Governance & Risk Management
,
Patch Management
Millions of Websites Potentially at Risk
Cross-site scripting vulnerabilities in Joomla, a widely used free-source content management system, were fixed in a patch published Tuesday by the open-source project that maintains the software.
See Also: Live Webinar | Securing the Cloud: Mitigating Vulnerabilities for Government
Joomla is used to power roughly 2% of global websites, according to W3Techs, and the flaws potentially expose millions of websites to attacks that can end with remote code execution.

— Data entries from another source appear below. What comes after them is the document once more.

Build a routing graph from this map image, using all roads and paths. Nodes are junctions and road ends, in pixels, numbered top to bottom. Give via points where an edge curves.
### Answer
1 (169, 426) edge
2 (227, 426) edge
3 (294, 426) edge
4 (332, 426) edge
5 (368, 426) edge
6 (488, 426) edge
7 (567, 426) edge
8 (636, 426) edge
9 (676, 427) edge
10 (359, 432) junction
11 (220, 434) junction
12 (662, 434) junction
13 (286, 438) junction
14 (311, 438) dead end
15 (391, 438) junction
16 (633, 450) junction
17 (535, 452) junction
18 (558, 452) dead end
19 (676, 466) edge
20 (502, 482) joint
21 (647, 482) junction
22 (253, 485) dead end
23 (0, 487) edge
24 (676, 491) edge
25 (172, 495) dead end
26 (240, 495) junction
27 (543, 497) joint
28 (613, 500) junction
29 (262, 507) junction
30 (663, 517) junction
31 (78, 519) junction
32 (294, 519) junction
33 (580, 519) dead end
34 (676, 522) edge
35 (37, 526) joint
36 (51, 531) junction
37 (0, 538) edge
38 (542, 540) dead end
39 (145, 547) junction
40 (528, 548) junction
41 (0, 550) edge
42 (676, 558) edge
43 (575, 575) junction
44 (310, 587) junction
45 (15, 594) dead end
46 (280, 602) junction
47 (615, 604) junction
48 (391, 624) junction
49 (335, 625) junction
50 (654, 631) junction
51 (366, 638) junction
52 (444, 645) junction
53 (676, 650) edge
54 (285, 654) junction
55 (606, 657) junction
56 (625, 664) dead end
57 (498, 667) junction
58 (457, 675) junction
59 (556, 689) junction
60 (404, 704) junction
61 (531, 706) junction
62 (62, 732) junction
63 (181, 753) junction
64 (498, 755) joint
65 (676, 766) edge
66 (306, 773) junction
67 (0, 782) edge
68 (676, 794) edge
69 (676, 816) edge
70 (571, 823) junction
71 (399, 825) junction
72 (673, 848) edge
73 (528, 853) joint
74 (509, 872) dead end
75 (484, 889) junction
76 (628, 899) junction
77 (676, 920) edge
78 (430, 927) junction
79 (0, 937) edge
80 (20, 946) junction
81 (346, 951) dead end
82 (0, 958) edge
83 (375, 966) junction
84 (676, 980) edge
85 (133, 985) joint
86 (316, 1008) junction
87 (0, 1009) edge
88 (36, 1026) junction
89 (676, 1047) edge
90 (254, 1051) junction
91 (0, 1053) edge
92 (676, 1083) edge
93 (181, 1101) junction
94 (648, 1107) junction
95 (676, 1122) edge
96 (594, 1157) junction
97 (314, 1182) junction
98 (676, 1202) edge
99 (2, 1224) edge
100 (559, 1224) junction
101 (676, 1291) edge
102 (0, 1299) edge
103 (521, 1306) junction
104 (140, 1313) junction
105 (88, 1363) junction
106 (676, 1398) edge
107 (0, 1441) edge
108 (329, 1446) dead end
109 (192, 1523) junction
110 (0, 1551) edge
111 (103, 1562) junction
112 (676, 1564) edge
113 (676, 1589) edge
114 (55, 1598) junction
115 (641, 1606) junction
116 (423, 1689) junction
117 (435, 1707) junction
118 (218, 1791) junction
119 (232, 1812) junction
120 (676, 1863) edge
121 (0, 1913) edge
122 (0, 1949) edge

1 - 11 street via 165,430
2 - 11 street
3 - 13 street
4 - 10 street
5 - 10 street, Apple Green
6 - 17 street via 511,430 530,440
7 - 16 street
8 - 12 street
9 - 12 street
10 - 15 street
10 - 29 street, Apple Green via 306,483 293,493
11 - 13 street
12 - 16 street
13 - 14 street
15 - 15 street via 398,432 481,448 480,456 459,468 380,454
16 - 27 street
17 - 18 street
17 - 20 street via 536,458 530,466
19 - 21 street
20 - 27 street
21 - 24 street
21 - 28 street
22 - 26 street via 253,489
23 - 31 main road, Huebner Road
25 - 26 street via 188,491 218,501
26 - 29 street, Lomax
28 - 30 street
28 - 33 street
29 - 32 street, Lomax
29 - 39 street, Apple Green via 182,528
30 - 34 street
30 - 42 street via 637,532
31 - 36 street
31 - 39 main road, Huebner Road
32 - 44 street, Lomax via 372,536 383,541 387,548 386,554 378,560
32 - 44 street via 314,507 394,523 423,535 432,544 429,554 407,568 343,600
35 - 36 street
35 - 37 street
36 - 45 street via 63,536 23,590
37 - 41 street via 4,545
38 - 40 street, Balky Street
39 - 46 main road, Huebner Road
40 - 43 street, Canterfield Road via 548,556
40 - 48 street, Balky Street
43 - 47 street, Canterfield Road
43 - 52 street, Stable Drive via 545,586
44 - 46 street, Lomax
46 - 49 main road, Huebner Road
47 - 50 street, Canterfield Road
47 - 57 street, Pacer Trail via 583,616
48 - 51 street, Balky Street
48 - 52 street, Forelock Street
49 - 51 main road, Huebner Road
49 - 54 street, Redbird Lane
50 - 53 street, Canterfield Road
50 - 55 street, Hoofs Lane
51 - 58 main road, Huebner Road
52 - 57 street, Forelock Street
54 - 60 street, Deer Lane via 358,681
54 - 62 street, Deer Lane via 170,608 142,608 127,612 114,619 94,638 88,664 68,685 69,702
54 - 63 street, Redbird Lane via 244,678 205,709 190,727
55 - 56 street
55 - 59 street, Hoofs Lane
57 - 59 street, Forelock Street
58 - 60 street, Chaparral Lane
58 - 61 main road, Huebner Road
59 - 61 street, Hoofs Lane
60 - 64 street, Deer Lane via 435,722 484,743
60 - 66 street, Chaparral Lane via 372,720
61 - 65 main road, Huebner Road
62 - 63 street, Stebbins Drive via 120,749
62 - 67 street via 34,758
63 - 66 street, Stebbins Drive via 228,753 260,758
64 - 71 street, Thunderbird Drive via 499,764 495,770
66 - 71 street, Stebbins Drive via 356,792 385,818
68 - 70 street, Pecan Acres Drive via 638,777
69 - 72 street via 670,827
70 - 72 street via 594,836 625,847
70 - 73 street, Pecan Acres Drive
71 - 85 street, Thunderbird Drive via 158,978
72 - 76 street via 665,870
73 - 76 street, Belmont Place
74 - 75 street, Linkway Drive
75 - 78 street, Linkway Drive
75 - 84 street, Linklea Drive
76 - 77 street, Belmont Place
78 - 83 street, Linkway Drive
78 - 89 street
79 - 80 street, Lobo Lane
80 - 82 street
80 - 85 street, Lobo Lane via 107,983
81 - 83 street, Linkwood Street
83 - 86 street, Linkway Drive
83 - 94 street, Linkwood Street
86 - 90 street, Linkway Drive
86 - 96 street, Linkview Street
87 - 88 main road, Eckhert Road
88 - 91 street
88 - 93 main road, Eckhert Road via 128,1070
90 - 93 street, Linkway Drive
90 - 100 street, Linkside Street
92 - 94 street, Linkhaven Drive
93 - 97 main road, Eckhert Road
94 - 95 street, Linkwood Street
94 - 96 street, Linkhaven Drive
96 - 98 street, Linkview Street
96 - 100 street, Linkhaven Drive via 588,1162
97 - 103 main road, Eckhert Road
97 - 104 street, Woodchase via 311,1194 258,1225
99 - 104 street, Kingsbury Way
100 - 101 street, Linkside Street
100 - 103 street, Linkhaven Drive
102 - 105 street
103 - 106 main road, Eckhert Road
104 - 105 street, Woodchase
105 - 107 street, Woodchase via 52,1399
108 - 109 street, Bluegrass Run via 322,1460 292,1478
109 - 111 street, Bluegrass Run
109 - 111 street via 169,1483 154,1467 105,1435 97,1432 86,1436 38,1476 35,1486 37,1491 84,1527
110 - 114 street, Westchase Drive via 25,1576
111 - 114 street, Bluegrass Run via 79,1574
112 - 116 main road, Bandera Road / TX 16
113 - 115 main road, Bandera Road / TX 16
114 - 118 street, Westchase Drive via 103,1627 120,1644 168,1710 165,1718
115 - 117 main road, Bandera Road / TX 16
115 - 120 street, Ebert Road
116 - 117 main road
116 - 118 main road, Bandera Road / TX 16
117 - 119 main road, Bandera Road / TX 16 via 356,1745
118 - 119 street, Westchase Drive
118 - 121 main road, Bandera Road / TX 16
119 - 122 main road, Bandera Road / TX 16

Researchers from SonarSource said a core issue behind the XSS vulnerabilities – there are two – stems from inadequate content filtering within the filter code. Attackers could use the flaw, tracked as CVE-2024-21726, to trick a system administrator into clicking on a malicious link that leads to remote code execution.
“While we won’t be disclosing technical details at this time, we want to emphasize the importance of prompt action to mitigate this risk. We strongly advise all Joomla users to update to the latest version,” the company said. Notable users of Joomla are Croatian newspapers Jutarnji List and Slobodna Dalamcija and the website of the Indian national identity authority.
Joomla’s core filter component is responsible for filtering and sanitizing user input to ensure security and prevent incidents such as XSS attacks. It helps validate and clean data entered by users to protect the system from potentially harmful input. The component is crucial for maintaining the integrity and security of content within the Joomla content management system.
Joomla said version 5.0.3 of the content management system should mitigate two XSS vulnerabilities as well as additional flaws.
Stefan Schiller, a SonarSource researcher, told Information Security Media Group that the vulnerability allows an attacker to craft a malicious link that injects a JavaScript payload into the website.
“When the attacker tricks an administrator into clicking on this link, the injected JavaScript payload is executed in the context of the administrator. This allows the attacker to gain remote code execution and thus fully compromise the Joomla server,” Schiller said.